• [YOUR INSTRUCTIONS]:
Every line of the entries below that carries the string "screen" should be copied.

• [RECORDS PROVIDED]:
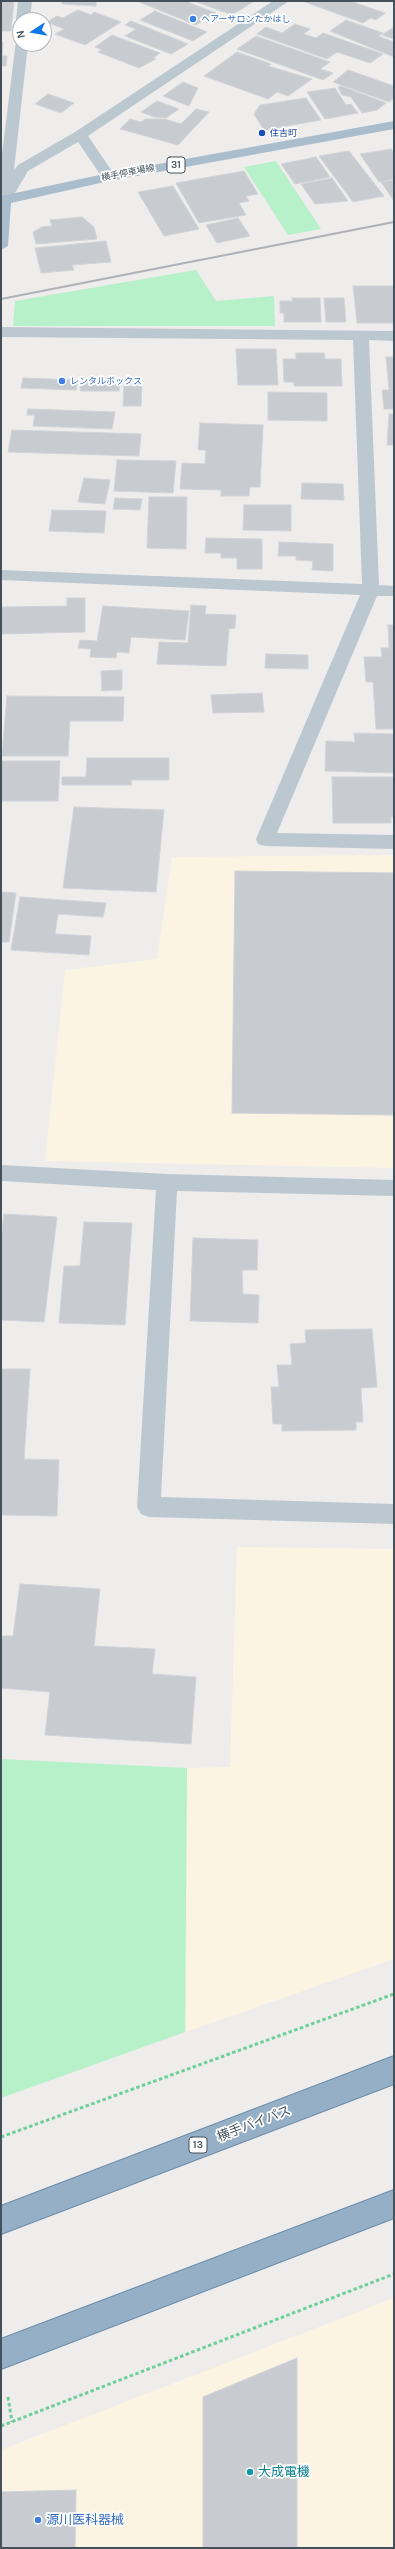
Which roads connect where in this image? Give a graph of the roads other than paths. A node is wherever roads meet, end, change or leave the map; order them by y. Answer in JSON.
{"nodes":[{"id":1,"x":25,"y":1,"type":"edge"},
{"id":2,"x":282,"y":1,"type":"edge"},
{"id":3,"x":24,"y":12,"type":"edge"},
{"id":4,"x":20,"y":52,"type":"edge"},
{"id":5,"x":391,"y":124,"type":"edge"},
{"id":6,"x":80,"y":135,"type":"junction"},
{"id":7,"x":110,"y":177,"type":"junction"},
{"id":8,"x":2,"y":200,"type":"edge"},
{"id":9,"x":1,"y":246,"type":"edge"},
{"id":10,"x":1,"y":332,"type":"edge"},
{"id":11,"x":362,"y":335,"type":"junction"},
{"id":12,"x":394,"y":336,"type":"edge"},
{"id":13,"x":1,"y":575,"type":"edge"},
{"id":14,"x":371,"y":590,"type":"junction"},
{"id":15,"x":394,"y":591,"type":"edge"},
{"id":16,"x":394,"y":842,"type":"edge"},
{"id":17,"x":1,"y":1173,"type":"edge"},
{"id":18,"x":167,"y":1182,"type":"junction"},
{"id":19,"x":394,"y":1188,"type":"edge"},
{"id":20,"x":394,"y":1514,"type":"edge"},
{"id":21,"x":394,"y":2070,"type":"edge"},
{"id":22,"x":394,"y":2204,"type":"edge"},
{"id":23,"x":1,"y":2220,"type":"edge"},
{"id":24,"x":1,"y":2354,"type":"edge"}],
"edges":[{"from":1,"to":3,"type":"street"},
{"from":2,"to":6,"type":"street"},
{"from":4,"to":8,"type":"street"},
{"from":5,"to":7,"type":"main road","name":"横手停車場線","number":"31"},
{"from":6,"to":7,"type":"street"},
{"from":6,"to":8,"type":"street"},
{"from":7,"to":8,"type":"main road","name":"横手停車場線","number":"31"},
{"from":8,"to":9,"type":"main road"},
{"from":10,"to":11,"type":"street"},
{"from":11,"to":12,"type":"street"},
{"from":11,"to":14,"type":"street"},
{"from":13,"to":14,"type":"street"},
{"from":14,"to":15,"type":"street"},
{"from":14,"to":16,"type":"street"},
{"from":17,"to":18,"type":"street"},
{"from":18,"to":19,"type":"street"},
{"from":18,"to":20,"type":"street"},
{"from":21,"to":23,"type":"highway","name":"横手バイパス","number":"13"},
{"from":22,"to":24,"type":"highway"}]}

* * *

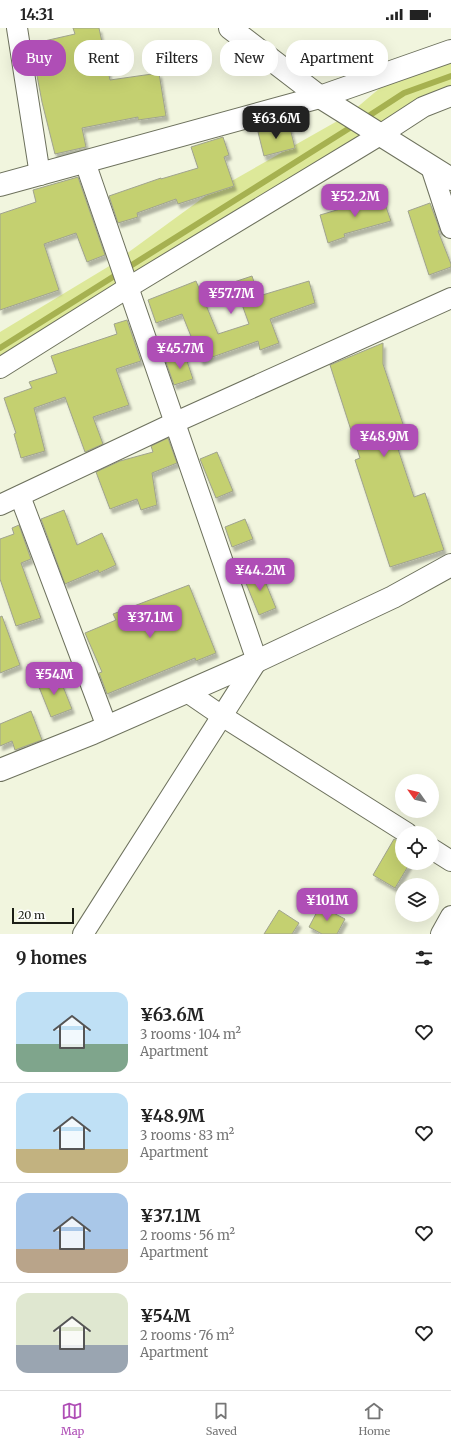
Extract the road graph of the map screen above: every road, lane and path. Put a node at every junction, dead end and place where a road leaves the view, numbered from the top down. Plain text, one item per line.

--

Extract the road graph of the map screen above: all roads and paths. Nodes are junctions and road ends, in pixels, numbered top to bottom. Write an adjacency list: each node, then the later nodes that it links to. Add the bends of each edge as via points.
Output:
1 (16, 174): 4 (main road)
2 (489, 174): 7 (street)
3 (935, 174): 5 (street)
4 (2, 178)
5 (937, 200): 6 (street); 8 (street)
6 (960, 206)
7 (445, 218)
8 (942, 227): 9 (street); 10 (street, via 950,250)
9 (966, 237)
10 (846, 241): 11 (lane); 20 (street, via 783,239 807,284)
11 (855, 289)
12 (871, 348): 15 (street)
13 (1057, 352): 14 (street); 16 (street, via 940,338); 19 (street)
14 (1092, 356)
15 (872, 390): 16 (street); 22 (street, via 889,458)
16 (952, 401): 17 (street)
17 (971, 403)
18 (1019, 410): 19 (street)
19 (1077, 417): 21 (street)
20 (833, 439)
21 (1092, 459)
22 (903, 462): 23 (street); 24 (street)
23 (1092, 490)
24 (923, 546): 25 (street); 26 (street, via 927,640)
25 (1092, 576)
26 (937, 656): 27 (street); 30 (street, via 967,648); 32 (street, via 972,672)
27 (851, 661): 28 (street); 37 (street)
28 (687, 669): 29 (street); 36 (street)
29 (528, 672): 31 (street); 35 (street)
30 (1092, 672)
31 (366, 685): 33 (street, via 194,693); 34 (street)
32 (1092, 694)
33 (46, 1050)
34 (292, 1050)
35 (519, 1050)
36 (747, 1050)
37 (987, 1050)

• [TASK RESULT]:
Extract the road graph of the map screen above: every road, lane and path. Put a node at every junction, dead end and place where a road leaves the view, numbered from the top down. Plain text, one item per line.
Extract the road graph of the map screen above: all roads and paths. Nodes are junctions and road ends, in pixels, numbered top to bottom. Write an adjacency list: each node, then the later nodes that it links to. Add the bends of each edge as via points.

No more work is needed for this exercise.